Sunak’s relationship with his heritage is interesting. Born to Ugandan-Asian parents, Sunak exemplifies the industry and drive of that entrepreneurial group of people. Teetotal and vegetarian, our erstwhile leader married outside both his caste and ethnicity – of Punjabi heritage, his wife is the only daughter of a fabulously wealthy family of south Indian origin. In this he typifies the subcontinent’s elite diaspora who, as Razib Khan writes, have globalisation ‘etched in their bones’.
His heritage aside, Sunak’s background is that of a stereotypical Tory frontbencher. A product of Winchester College (where he was Head Boy), Sunak progressed to Oxford (where he earned a 1st in PPE) and thence to Stanford (via a Fulbright Scholarship).Upon graduating, he pursued a career in high finance, first at Goldman Sachs and then at two hedge funds, the latter being based in California. Notoriously, Sunak filed US tax returns while serving as the Chancellor of the Exchequer, not relinquishing his Green Card until 2021.
Having joined the Conservative Party following an internship at Central Office, Sunak became an MP in 2015, replacing William Hague as the representative for Richmond. Parachuted into Number 10 in the aftermath of the Truss debacle, Sunak proceeded to dismay colleagues with displays of poor political judgement, choosing to announce the cancellation of a trainline to Manchester while in Manchester, to cite but one of several notorious examples.
Whereas for most the office of Prime Minister represents the culmination of a long and bruising career; Sunak’s brief tenure as Prime Minister will likely represent just another impressive (though relatively ill-remunerated) entry in a glittering CV. It is safe to presume that, before the Tories are again returned to power, he and his family will decamp to California in order that he might resume his career in finance.For all the bluster about his supposedly reactionary politics, Sunak’s values align with the managerialist liberalism which dominates the contemporary Conservative Party.
The Economist describes Sunak as ‘the most right-wing Conservative leader of his generation’ and claims his ‘nerdy demeanour covers an overlooked fact… [o]n everything from social issues, devolution and the environment to Brexit and the economy, Mr Sunak is to the right of the recent Tory occupants of 10 Downing Street’, but this is merely relative.
Objectively speaking, similar to his background, Sunak’s politics are blandly Anywhere, believing that a modern economy cannot function without high levels of immigration – derived from his instinctive belief in entrepreneurial mobility – and extols ‘diversity’ as both a moral good and political virtue, even at the expense of factual accuracy.
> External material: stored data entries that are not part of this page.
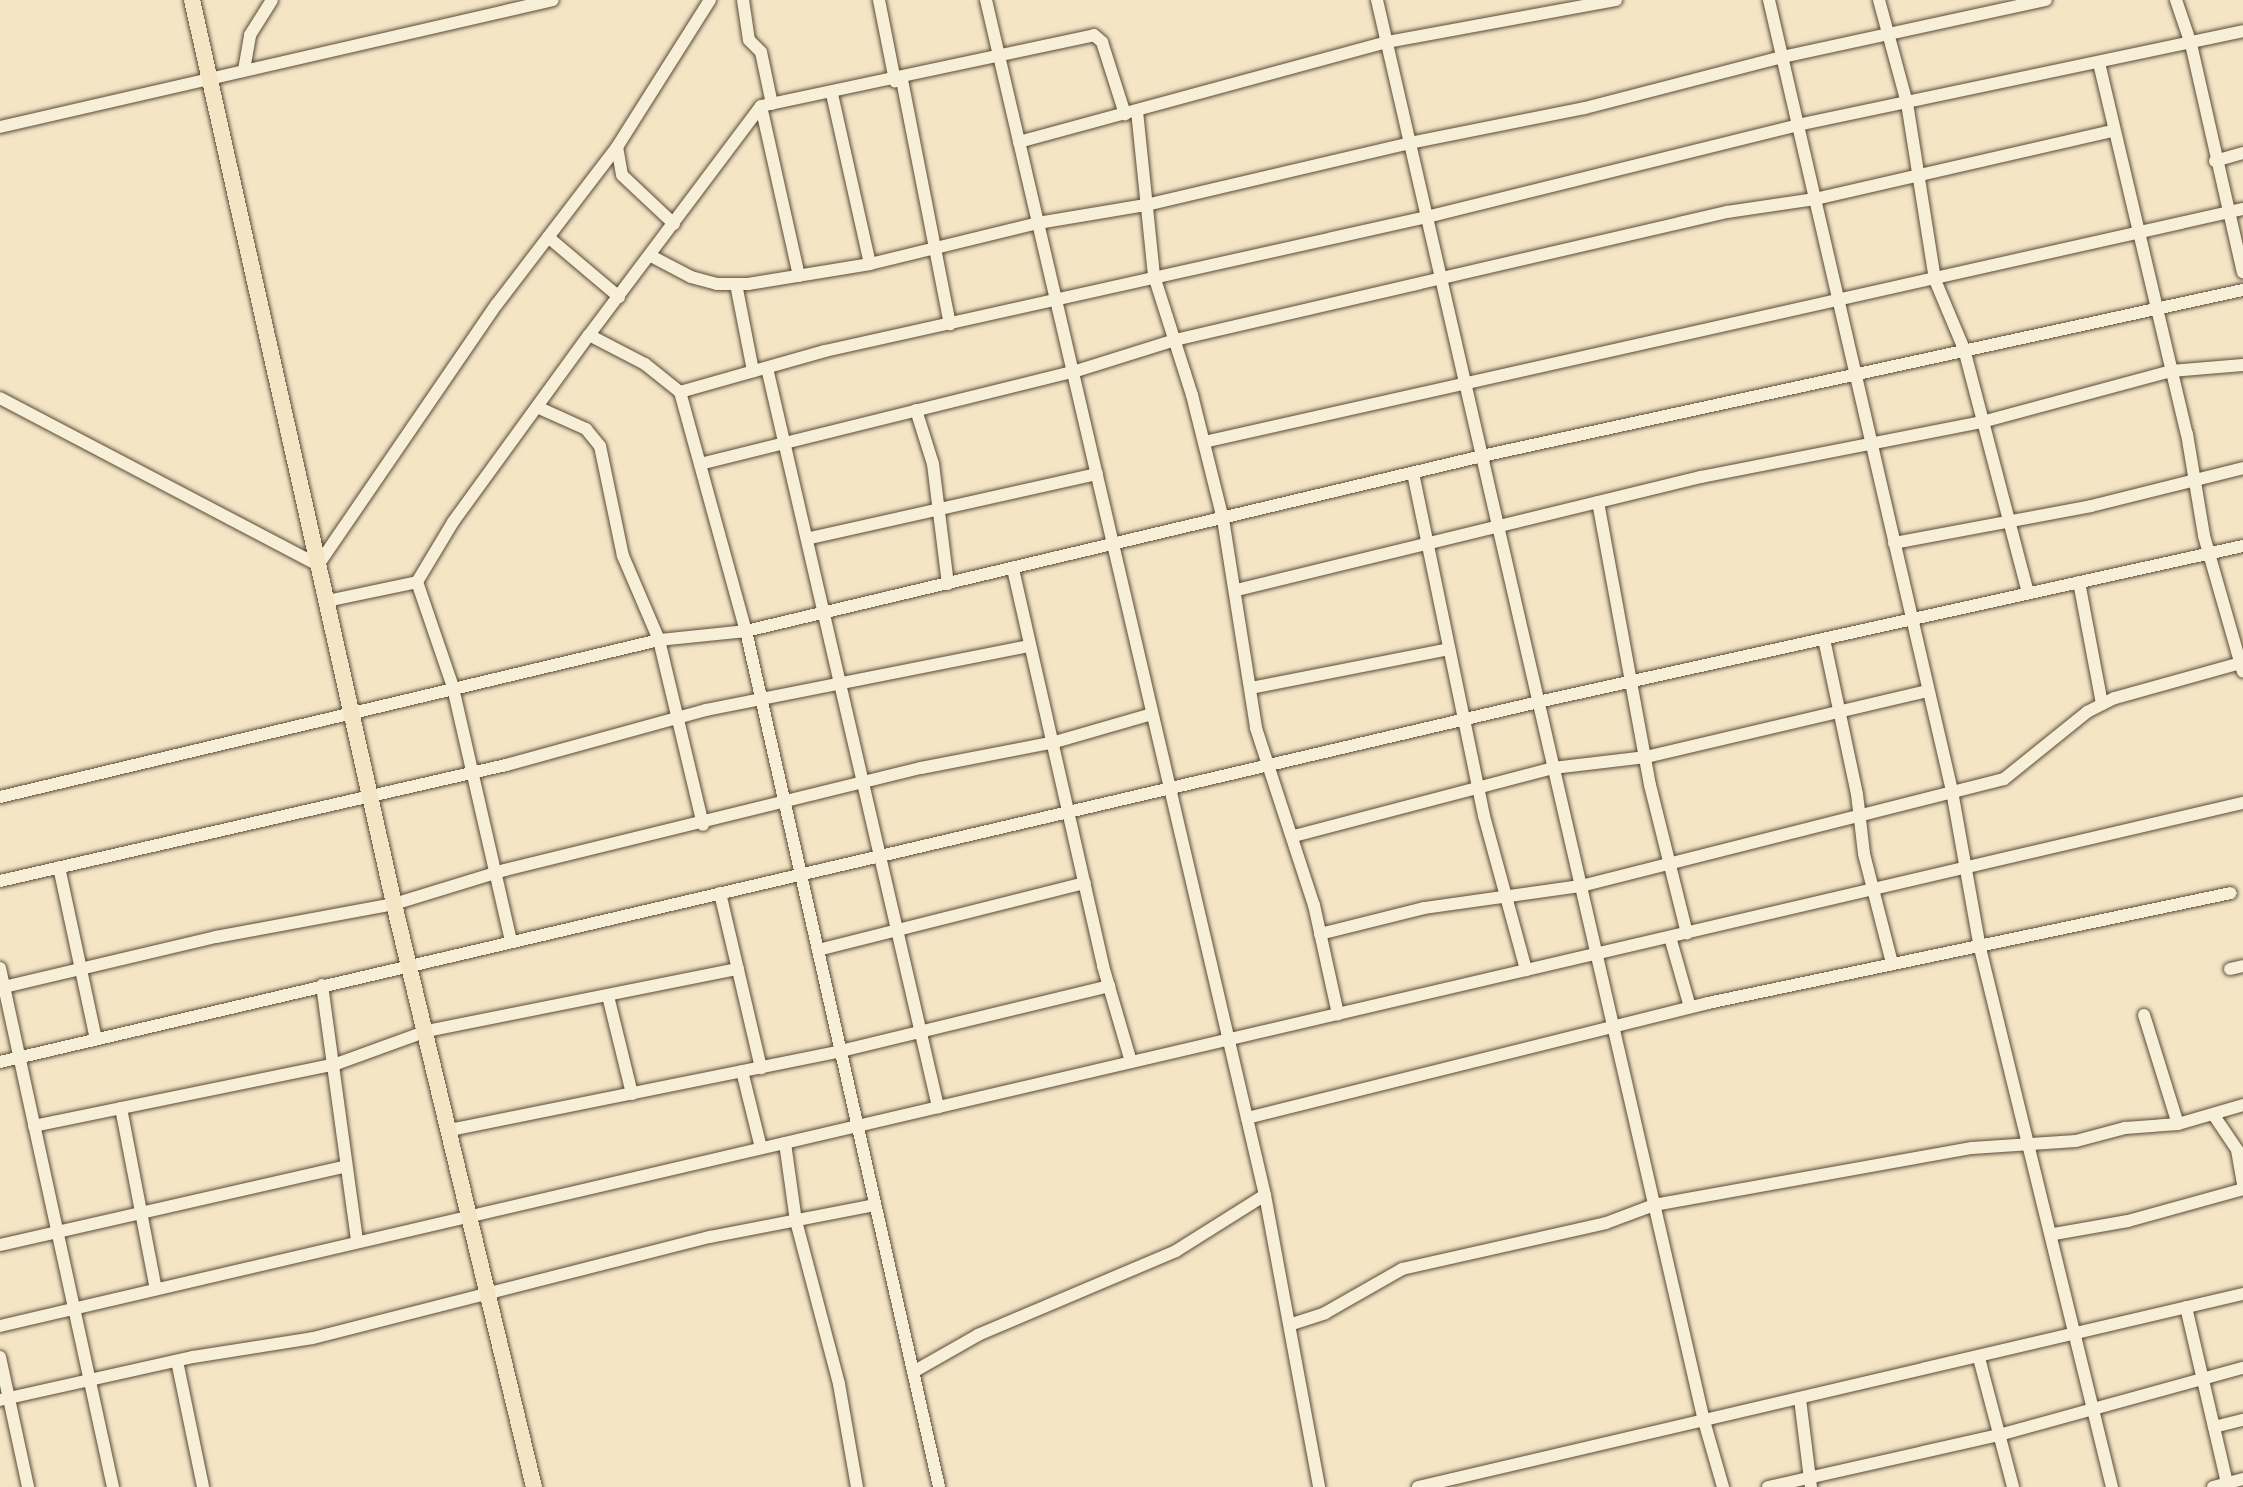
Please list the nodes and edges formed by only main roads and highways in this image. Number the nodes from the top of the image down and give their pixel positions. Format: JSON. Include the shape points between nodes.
{"nodes":[{"id":1,"x":192,"y":0,"type":"edge"},
{"id":2,"x":534,"y":1487,"type":"edge"}],
"edges":[{"from":1,"to":2,"type":"main road","via":[[394,904]]}]}
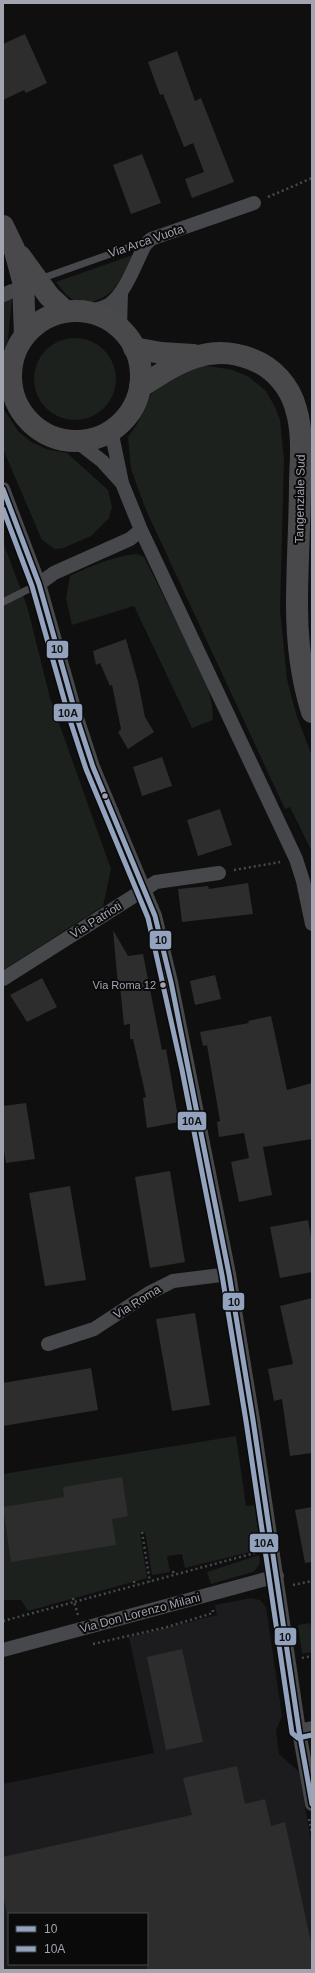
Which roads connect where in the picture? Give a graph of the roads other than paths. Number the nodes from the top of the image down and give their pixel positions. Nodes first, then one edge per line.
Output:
1 (254, 203) road end
2 (3, 226) edge
3 (151, 239) junction
4 (15, 251) junction
5 (38, 279) junction
6 (121, 292) junction
7 (76, 312) junction
8 (120, 329) junction
9 (25, 336) junction
10 (134, 348) junction
11 (198, 356) junction
12 (140, 386) junction
13 (111, 430) junction
14 (76, 441) junction
15 (122, 483) junction
16 (3, 489) edge
17 (141, 530) junction
18 (39, 584) junction
19 (3, 602) edge
20 (312, 712) edge
21 (219, 873) road end
22 (308, 880) edge
23 (146, 890) junction
24 (312, 924) edge
25 (3, 979) edge
26 (229, 1274) junction
27 (48, 1344) dead end
28 (282, 1581) junction
29 (3, 1650) edge
30 (305, 1729) edge
31 (312, 1804) edge

1 - 3 street, Via Arca Vuota
2 - 4 main road
3 - 5 lane, Via Arca Vuota
3 - 6 street
4 - 5 main road
4 - 9 main road
5 - 7 main road
6 - 7 street
6 - 8 street
7 - 8 main road
7 - 9 main road
8 - 10 main road
9 - 14 main road
10 - 11 highway, Tangenziale Sud
10 - 12 main road
11 - 12 highway, Tangenziale Sud
11 - 20 highway, Tangenziale Sud
12 - 13 main road
13 - 14 main road
13 - 15 street
14 - 15 street
15 - 17 street
16 - 18 street
17 - 18 street
17 - 22 street
18 - 19 lane
18 - 23 street
21 - 23 street, Via Patrioti
22 - 24 street
23 - 25 street, Via Patrioti
23 - 26 street
26 - 27 street, Via Roma
26 - 28 street
28 - 29 street, Via Don Lorenzo Milani
28 - 30 street
30 - 31 street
Sunak’s support of Brexit, often cited as evidence of his right-wing convictions, is misconstrued. Sunak was no ‘Little Englander’ hoping to make Britain’s borders more restrictive. Rather, Sunak saw leaving the EU as an opportunity to further liberalise Britain’s immigration regime.
With Sunak gone, the Conservative Party is once again presented with the opportunity to reinvent itself.
For a generation or more, the Conservative Party has simply failed to take the concerns of Middle England seriously. Sunak, so removed from the concerns of ordinary British people that he didn’t think it worthwhile to attend ceremonies marking the 80th anniversary of D-Day, exemplified this detachment.
If the Tory party is to regain political relevance, it must listen to the nation’s Somewheres – a constituency that remains in flux, and that the Labour Party does not speak for. The lack of enthusiasm for our incoming government is remarkable and telling. The electorate has grown tired of the Tories, but are dubious of a Labour Party who seem to offer nothing but more of the same.
So farewell, Prime Minister Sunak. We wish you well, Anywhere you go.